Fire tornadoes are set to become a more common feature of the Australian landscape as climate change takes hold later this century.
That’s according to new research from the University of New South Wales’s Climate Change Research Centre in Sydney, which found the hot, dry and windy conditions that fuel “catastrophic pyrocumulonimbus wildfires” are not only likely to occur more frequently in southeast Australia but also earlier in the spring and summer.
These devastating fires are so large and ferocious that they generate their own weather systems, making them almost impossible to control. Created when a large blaze sucks in dry, unstable air from a kilometer or two above the earth’s surface, these tornadoes can throw embers dozens of kilometers out to spark new fires, the researchers said. The first footage of a fire tornado was filmed during Australia’s devastating Black Saturday bushfires in 2009, which killed 173 people.
The increased risk from fire tornadoes will affect Australia’s capital city, Canberra, as well as “the bush-urban interface near Melbourne,” according to Jason Evans, one of the UNSW report’s authors.
The report outlines a scenario that’s still quite some time in the future: The authors are predicting increased fire tornadoes in 2060-2079 in comparison to 1990-2009. But as Australia grapples with an early and extraordinarily fierce wildfire season, the research is timely.
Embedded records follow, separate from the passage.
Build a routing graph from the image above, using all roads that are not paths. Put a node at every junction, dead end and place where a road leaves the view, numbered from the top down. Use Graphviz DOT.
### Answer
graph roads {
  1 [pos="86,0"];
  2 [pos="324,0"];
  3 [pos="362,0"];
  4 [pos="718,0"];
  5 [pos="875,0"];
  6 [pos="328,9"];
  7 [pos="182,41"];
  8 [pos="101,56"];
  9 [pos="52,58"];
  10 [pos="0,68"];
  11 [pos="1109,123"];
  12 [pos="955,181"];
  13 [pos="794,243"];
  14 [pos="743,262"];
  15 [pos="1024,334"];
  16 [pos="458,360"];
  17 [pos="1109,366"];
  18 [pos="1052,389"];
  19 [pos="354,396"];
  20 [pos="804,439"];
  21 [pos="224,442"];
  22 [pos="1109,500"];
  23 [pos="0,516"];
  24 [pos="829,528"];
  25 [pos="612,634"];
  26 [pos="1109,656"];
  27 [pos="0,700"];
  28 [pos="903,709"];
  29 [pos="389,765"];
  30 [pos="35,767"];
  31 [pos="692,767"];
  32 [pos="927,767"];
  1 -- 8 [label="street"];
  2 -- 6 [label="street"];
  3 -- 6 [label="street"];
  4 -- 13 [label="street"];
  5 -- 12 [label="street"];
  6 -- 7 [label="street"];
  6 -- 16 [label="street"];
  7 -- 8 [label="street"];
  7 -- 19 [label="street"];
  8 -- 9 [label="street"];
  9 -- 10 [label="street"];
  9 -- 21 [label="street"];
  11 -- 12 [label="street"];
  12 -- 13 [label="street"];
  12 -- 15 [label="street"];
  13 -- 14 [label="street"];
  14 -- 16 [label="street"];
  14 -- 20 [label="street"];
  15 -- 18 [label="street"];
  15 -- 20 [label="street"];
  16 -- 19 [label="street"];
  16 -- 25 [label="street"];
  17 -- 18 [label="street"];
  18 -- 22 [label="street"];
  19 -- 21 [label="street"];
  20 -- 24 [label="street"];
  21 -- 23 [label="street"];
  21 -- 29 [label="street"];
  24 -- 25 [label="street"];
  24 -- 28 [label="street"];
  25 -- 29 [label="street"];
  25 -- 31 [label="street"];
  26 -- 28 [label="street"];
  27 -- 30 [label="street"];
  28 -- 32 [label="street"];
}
Bushfires ravaging Australia’s parched east and west coasts this week look set to worsen as lightning strikes from dry storms combine with rising temperatures and winds to aggravate conditions. Four people have been killed in New South Wales and more than 300 homes destroyed; last week, thick smoke meant air quality in the Queensland capital of Brisbane was worse than in Beijing.
As catastrophic as bushfires can be, other weather phenomena are bigger drivers of insured losses in Australia (although the overall economic cost of such natural disasters generally includes uninsured goods such as infrastructure). Nearly three-quarters of insurance payouts since 2000 are the result of thunderstorms, hail and flooding, although other catastrophes dominate some years (such as the 2009 bushfires or a tropical cyclone in 2011).
Of the $27.3 billion worth of insured losses in Australia from weather disasters since 2000, only $2.6 billion is the result of bushfires. California’s wildfires in 2017 and 2018 alone resulted in more than $30 billion in insured losses, according to Aon Plc’s head of catastrophe insight, Steven Bowen. “Those two back-to-back years are by far the costliest fire years on record for the peril globally,” he said in an email.
One explanation for the relatively low payouts may be that Australia is one of the world’s most urbanized countries: Two-thirds of people live in the country’s state capitals, according to the 2016 Census. Historically, floods have tended to reach major urban centers more frequently than bushfires. But as fire season gets worse and cities sprawl further, that distinction may lessen.
The Australian government has been grappling with increased pressure from civilians and experts over its relatively lackluster response to climate concerns. Earlier this month, Prime Minister Scott Morrison said his government was working to “outlaw” the practices of some environmental protesters, after activists in Melbourne heckled executives attending a mining conference.